The ASPC is still experiencing some delays in receipting and acknowledging applications so if you’ve recently applied then hang fire.

Please note that these delays do not affect the date on which a valid application is recorded as having been received and is the date used for processing purposes.

The Meat:

As of 30 January 2007 the ASPC is receipting offshore applications received on 22 December 2006 and onshore applications received on 9 January 2007.

As advised on the DIMA website processing of an application will usually commence within seven (7) working days of its receipt by the department.

This means that an application is receipted, acknowledged and a file number is allocated.

Once this has occurred a case officer is appointed to assess each application as soon as possible, however, the ASPC receives a large number of applications and you will not be contacted immediately.

Applications lodged on or before the dates shown below have been allocated to case officers for further processing.



Paper based applications: 24 August 2006 (subclass 880) and 25 August 2006 (subclass 881) and 24 August 2006 (subclass 882)

E-lodged (online) applications: 26 August 2006 (all subclasses)

Skilled Independent Regional (Provisional) (SIR VISA)

Paper based applications: 26 September 2006

E-lodged (online) applications: 26 August 2006

New Zealand

All applications: 28 August 2006 (all subclasses)


Applications for Classes BN, BQ and BR (subclasses 134, 136, 137, 138 and 139)

Priority Applications: 1 June to 7 June 2006

Non-Priority Applications: 23 May 2006

Skilled Independent Regional (Provisional) (SIR VISA)

Paper based applications: 30 August 2006
E-lodged (online) applications: 15 January 2007


Onshore: Means that the visa being applied for can be granted while the applicant is in Australia.
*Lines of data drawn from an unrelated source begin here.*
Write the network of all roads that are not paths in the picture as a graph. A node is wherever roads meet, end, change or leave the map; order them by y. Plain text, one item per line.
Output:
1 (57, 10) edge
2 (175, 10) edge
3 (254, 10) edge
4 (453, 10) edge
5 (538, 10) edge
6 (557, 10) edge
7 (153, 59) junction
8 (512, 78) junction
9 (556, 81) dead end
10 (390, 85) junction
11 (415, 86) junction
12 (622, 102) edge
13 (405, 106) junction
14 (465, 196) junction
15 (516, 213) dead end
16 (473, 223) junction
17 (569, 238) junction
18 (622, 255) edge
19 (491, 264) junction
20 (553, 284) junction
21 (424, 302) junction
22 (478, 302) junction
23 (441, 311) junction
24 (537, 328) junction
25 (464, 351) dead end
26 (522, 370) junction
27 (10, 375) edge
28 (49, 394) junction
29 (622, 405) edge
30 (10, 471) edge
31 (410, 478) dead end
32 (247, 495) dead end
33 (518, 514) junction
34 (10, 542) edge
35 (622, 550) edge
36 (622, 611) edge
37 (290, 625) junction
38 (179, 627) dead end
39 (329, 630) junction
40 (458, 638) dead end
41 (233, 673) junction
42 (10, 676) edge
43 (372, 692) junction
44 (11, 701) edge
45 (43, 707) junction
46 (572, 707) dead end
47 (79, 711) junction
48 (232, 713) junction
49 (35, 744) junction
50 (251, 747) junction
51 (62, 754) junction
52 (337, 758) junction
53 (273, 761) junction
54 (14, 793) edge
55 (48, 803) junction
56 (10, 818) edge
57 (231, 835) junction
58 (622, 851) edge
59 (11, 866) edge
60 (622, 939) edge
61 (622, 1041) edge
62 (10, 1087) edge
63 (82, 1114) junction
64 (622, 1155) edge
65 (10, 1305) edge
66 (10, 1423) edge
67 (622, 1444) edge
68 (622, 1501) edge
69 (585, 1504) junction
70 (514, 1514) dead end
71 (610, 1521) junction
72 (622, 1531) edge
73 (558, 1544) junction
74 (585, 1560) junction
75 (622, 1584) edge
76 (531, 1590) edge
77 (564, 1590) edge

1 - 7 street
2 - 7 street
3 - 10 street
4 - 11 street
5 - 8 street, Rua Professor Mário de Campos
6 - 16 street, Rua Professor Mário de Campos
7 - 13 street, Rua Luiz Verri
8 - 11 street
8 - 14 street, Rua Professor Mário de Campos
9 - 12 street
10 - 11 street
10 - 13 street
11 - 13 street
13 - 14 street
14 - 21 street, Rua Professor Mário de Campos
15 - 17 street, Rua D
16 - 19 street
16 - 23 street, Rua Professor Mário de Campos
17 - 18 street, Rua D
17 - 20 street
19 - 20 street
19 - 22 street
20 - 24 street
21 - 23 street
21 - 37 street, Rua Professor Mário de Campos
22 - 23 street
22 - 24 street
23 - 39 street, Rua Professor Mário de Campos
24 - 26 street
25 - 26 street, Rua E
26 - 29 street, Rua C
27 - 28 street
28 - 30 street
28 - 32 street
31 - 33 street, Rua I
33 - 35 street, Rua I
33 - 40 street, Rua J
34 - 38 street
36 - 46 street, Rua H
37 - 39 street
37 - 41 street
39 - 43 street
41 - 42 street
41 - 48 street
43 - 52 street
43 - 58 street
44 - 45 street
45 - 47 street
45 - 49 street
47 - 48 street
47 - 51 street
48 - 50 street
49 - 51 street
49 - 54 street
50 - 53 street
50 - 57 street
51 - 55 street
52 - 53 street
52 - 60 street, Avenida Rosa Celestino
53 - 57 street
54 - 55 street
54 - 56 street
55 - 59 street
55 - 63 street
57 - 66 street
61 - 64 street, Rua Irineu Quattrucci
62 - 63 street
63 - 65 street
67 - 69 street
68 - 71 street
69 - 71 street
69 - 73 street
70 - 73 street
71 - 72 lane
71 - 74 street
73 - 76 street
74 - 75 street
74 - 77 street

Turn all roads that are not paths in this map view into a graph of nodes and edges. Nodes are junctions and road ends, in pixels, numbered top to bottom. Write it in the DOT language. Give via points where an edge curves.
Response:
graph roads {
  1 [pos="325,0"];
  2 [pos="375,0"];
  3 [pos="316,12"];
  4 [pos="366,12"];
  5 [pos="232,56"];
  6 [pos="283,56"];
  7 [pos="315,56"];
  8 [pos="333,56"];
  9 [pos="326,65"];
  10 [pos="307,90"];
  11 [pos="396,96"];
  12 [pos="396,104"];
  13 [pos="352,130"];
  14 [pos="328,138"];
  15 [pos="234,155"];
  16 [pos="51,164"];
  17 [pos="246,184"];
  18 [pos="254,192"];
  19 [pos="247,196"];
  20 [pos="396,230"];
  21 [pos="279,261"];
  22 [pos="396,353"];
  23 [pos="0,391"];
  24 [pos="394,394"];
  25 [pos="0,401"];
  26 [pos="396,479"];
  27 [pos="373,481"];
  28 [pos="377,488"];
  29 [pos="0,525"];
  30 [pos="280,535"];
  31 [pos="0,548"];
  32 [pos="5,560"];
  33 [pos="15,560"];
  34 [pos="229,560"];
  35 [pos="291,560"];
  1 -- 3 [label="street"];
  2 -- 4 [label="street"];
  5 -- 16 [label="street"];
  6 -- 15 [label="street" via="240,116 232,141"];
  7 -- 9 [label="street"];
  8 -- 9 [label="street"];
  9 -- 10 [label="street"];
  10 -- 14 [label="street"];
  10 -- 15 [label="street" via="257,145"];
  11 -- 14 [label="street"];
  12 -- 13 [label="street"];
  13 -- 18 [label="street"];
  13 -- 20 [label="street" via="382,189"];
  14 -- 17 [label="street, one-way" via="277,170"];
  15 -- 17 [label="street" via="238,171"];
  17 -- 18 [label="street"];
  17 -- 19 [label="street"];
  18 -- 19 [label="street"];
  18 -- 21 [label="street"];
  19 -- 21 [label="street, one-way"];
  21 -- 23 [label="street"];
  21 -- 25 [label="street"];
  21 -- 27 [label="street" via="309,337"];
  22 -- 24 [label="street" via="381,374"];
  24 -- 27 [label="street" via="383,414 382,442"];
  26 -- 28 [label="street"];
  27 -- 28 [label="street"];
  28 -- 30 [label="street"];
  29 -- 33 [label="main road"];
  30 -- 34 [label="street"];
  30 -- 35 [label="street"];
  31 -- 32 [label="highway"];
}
E-lodged: Applications lodged online have quicker processing times.
See: Online Services – General Skilled Migration

SIR visas: All applicants for a Skilled – Independent Regional [SIR] visa receive priority processing.

Offshore: Means that the visa being applied for can only be granted when the applicant is outside of Australia.

If a visa application was made more than two weeks before the relevant date shown above and you have not been contacted by a case officer please contact the Adelaide Skilled Processing Centre from the web page


Applications eligible for priority processing

1. Applicants whose nominated occupation is on the Migration Occupations in Demand List (MODL)

2. For applicants whose nominated occupation is not on the MODL, applications for any of the following visas are given priority:

a) Skill Matching (Migrant) (Class BR) – Subclass 134 – Skill Matching
b) Skilled – Independent (Migrant) (Class BN) – Subclass 137 – Skilled – State/Territory-nominated Independent
c) Skilled – Australian-sponsored (Migrant) (Class BQ) – Subclass 139 – Skilled – Designated Area Sponsored
d) Skilled – Independent Regional (Provisional) (Class UX) – Subclass 495 – Skilled – Independent Regional (Provisional)
e) Skilled Designated Area-sponsored (Provisional) (Class UZ) – Subclass 496 – Skilled Designated Area-sponsored (Provisional)
f) Skilled New Zealand (Residence) visa class (Class DB) – Subclass 863 – Skilled – Onshore Regional-Sponsored New Zealand Citizen
g) Skilled Australian-sponsored Overseas Student (Residence) (Class DE) – Subclass 882 – Skilled Designated Area-sponsored Overseas Student

Eligibility for priority processing does not mean that any processing requirements can be waived.

Finalising Applications

Please note that the information provided above is not about the time it will take to process an application to completion. The time it is expected to take to process a General Skilled Migration visa application to completion is detailed in the department’s service standards. Service standards are specified for applications lodged with complete documentation.

Individual cases may take longer than the service standard depending on the completeness and complexity of the case.